Previously we discussed tf-idf as a way to calculate how relevant a search term is given a set of indexed documents. When having multiple terms, we used overlap score measure consisting in the sum of the tf-idf for each term in the given input. A more general and flexible way of scoring multi-term searches is using the vector space model.

In the vector space model, each document in the corpus is represented by a vector. The search input terms are also represented by a vector. Scoring search results consists then in vector operations between the documents vectors and the search terms vector.
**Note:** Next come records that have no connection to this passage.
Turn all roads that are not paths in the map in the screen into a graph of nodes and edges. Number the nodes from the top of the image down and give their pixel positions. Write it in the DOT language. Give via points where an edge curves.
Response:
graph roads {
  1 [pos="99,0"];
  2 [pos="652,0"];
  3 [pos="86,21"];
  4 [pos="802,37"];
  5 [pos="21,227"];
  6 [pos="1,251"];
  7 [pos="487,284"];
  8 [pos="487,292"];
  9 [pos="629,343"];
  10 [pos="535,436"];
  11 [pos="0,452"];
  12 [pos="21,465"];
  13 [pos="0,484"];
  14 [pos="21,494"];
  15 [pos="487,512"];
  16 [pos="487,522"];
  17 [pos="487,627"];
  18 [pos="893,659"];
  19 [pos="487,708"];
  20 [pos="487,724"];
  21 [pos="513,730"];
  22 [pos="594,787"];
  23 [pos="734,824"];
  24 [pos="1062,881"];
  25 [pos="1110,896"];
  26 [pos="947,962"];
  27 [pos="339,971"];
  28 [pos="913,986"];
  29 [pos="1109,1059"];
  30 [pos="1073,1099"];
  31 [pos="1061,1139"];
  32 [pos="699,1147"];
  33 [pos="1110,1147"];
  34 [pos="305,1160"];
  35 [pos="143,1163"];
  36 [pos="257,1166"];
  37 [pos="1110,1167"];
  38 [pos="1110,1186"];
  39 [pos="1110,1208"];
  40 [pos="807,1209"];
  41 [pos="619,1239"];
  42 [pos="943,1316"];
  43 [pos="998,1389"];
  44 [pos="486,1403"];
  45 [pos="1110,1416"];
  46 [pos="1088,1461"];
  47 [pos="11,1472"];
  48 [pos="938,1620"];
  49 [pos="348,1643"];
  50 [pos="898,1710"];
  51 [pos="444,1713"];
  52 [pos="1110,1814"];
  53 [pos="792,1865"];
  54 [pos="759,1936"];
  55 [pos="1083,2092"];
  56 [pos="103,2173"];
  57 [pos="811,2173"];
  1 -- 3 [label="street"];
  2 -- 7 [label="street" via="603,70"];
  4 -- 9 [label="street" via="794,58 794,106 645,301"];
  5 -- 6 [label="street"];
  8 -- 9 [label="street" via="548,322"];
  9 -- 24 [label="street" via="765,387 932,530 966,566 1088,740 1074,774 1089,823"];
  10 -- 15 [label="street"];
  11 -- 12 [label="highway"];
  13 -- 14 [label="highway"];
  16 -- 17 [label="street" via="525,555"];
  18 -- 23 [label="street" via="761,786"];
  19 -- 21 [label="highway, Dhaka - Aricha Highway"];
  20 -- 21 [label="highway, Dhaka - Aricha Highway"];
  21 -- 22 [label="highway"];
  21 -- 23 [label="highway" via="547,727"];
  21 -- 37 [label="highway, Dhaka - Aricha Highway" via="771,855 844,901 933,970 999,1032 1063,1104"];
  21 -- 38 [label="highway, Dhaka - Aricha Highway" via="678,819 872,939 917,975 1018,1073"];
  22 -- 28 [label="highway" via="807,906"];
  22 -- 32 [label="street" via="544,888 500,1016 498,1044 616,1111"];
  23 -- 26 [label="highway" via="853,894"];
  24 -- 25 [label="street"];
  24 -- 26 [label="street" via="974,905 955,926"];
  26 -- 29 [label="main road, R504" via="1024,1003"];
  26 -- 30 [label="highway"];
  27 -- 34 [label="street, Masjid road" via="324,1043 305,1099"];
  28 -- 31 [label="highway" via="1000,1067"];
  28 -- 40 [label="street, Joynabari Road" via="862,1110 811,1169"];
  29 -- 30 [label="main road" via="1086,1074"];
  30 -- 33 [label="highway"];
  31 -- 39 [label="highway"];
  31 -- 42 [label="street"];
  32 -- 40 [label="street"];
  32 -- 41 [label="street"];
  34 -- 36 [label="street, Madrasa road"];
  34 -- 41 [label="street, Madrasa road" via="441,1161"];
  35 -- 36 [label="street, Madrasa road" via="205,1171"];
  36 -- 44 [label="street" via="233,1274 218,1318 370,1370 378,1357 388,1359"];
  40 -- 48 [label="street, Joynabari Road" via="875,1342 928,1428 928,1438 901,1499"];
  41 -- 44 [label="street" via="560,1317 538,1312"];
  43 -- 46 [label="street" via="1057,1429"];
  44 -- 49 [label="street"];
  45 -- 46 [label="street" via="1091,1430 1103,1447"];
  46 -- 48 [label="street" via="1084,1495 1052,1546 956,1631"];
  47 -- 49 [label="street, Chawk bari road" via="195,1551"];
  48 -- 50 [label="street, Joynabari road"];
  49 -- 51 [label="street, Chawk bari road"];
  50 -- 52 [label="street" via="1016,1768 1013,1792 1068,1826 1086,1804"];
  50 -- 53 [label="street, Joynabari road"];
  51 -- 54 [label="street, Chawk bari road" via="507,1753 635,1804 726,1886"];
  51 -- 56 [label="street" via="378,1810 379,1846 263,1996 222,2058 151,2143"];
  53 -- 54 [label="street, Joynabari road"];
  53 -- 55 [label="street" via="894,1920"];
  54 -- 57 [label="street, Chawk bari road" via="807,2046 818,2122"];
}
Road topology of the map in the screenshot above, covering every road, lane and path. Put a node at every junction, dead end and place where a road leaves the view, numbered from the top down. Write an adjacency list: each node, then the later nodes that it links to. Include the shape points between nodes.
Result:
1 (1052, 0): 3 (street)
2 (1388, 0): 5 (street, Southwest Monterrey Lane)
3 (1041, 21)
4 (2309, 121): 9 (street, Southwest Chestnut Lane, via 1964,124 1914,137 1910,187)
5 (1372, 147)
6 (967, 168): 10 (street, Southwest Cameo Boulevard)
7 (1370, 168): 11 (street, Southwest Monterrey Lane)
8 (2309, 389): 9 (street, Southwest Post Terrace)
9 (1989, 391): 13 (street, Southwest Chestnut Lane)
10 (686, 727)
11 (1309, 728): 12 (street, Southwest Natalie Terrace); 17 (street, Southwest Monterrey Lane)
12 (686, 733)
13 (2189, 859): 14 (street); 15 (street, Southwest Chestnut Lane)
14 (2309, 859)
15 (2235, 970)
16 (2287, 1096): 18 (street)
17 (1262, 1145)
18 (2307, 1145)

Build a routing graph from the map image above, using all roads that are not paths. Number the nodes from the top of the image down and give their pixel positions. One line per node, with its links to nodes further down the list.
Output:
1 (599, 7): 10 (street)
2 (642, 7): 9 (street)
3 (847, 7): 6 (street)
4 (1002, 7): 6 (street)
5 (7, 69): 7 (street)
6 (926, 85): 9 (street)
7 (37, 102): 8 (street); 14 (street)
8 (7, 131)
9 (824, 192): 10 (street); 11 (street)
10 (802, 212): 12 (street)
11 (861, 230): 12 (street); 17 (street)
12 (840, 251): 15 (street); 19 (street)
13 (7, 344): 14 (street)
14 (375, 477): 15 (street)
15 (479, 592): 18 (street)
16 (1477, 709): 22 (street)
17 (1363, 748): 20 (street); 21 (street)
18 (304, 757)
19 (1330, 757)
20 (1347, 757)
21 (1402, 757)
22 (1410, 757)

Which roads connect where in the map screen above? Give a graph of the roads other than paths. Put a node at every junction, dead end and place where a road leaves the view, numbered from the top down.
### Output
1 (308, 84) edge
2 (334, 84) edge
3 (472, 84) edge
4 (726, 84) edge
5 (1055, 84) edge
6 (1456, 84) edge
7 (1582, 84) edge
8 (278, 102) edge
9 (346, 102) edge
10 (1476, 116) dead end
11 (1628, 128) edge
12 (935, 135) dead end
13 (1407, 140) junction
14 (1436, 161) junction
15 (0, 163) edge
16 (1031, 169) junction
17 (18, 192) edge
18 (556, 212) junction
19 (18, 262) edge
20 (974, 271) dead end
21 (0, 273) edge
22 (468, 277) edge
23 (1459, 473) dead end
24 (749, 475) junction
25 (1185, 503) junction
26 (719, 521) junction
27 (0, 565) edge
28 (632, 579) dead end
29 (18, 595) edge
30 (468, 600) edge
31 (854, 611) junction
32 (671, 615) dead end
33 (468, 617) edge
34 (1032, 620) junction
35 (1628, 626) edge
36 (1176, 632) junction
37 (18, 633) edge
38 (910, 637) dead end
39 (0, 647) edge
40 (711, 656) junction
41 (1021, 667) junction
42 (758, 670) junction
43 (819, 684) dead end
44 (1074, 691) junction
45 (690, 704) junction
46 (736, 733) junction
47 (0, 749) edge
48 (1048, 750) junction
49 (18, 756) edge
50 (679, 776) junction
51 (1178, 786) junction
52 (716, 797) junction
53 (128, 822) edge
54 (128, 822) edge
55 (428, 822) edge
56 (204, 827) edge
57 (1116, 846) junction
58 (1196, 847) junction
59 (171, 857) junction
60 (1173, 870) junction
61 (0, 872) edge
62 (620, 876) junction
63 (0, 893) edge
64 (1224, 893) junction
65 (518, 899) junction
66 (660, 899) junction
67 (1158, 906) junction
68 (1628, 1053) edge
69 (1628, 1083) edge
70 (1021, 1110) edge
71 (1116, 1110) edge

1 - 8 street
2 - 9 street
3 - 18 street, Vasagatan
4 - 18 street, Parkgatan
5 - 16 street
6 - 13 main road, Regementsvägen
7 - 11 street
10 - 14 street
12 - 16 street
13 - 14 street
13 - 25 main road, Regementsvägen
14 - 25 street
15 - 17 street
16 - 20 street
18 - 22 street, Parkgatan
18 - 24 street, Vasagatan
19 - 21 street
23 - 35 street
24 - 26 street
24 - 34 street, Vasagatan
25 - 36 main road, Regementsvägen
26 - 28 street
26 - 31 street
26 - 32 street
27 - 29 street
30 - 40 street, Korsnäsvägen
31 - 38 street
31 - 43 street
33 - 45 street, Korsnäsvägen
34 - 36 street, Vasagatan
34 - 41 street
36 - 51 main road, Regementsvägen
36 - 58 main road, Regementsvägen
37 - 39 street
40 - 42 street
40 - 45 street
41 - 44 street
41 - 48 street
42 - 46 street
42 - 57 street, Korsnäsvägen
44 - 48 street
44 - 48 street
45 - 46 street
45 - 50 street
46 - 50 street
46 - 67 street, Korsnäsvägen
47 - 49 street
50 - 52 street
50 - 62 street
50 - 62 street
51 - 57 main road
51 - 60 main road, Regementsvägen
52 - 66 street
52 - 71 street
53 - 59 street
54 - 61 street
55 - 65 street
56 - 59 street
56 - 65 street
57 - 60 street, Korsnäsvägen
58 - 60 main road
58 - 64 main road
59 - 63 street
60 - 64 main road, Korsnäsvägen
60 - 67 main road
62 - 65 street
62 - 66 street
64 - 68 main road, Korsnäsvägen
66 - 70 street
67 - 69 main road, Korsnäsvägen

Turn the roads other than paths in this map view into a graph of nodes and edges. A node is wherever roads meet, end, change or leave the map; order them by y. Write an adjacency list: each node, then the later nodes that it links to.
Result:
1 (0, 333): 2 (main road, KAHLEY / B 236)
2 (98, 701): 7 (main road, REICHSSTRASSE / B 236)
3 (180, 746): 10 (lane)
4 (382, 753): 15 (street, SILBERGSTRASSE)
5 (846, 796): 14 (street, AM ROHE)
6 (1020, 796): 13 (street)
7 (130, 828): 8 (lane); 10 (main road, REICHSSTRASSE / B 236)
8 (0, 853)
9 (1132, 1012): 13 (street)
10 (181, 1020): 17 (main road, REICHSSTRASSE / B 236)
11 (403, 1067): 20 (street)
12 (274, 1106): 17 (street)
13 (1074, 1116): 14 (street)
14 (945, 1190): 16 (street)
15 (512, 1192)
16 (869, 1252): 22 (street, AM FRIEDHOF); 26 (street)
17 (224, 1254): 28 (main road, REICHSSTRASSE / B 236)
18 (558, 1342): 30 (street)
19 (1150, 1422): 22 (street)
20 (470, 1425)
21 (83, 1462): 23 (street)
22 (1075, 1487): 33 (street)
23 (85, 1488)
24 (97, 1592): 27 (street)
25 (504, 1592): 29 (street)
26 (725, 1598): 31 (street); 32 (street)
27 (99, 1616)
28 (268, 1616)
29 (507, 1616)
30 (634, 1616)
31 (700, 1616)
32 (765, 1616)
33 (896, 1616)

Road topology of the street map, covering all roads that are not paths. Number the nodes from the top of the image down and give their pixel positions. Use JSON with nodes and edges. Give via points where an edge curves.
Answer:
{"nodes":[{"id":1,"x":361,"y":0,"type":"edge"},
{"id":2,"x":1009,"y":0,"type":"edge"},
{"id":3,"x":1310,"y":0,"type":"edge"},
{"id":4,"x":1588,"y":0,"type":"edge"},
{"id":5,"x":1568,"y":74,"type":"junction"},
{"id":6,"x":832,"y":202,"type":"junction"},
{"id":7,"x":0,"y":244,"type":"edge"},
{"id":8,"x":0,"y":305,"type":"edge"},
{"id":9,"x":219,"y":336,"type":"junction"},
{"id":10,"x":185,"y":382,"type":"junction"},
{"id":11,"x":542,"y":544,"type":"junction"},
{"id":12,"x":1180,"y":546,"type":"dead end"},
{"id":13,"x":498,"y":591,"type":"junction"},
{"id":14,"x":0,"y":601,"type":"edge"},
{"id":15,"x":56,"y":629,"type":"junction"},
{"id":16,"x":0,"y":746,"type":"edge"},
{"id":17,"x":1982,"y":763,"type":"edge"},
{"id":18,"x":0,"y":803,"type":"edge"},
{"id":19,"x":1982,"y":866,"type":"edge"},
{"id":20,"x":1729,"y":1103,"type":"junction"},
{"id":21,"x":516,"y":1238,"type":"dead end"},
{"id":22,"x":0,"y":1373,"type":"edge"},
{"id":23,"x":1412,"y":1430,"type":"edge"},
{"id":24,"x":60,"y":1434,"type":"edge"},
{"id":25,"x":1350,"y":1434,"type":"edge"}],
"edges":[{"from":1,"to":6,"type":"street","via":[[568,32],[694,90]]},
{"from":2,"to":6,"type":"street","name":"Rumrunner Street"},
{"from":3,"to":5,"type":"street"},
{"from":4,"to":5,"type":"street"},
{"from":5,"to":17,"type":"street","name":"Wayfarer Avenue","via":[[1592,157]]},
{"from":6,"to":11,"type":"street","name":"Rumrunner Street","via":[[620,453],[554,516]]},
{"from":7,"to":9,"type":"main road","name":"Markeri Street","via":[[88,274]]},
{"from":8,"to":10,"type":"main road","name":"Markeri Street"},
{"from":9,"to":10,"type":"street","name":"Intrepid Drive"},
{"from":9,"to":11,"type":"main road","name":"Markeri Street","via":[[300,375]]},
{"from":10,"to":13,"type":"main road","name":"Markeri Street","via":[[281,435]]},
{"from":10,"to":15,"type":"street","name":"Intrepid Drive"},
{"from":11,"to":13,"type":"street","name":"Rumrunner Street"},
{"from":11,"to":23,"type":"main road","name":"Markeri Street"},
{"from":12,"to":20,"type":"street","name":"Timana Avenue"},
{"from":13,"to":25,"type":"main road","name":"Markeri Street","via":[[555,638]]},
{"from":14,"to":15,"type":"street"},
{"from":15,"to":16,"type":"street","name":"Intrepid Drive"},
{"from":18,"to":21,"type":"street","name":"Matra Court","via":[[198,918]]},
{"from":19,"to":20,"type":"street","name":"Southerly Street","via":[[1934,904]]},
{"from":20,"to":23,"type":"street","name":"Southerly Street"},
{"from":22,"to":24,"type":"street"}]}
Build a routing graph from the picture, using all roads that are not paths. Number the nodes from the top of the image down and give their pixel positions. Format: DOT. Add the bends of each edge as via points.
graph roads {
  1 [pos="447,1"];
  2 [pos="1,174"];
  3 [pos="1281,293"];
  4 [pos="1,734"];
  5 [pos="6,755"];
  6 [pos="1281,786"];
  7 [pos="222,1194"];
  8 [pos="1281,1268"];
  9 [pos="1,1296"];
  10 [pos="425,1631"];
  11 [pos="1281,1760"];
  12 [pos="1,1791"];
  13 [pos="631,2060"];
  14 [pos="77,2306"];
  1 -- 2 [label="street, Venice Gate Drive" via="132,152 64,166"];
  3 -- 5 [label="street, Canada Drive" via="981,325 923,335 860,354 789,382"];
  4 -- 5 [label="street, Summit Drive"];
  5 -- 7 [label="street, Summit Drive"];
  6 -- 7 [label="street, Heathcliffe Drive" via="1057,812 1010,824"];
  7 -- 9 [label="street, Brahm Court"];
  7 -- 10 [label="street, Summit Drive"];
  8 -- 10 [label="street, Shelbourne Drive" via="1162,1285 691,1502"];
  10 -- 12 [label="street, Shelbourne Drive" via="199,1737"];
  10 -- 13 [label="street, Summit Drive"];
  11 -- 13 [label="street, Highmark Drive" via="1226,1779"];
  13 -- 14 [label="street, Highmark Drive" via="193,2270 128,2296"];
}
But what each of these vectors represent? Basically they define term frequencies (or tf-idf in our implementation). That is, each dimension in a given vector represents the term frequency for a given term. Doing so, a document is represented in a multi-dimensional space by a vector of the frequencies of each of the words in hte corpus. Equally, a search query is represented by a vector in the same space but using the input terms.

Python implementation

The following is a Python representation if this concept.

import re

class IrIndex:
    """An in-memory inverted index"""

    pattern = re.compile("^\s+|\s*,*\s*|\s+$")

    def __init__(self):
        self.index = {}
        self.documents = []
        self.vectors = []

    def index_document(self, document):
        # split
        terms = [word for word in self.pattern.split(document)]
        # add to documents
        self.documents.append(document)
        document_pos = len(self.documents) - 1
        # add posts to index, while creating document vector
        vector = {}
        for term in terms:
            if term not in self.index:
                self.index[term] = []
            self.index[term].append(document_pos)
            if term not in vector:
                vector[term] = 1
            else:
                vector[term] += 1
        # add the vector
        self.vectors.append(vector)

We use the same IrIdenx class and a boolean search schema. The difference is when calculating scores. We don’t store a precalculated tf structure anymore but operate vectors directly.

In terms of complexity, when indexing we have moved from:

Recalculate every tf entry when indexing a new document. This involves lookup + sum for each term in the document.

To:

Indexing stage: store a new document as a vectors of tf values. Here we save the recalculation of tf entries.

So as we can see, the indexing stage is simpler (and more scalable) when using the vector space model. This scalability gain when indexing is not to be overlooked. In an index with hundreds of thousands or even millions of terms, indexing a new large document and recalculating term frequencies at a global scale can be costly. We could calculate term frequencies when searching instead, but then using the vector space model makes even more sense.

Next the search and scoring part.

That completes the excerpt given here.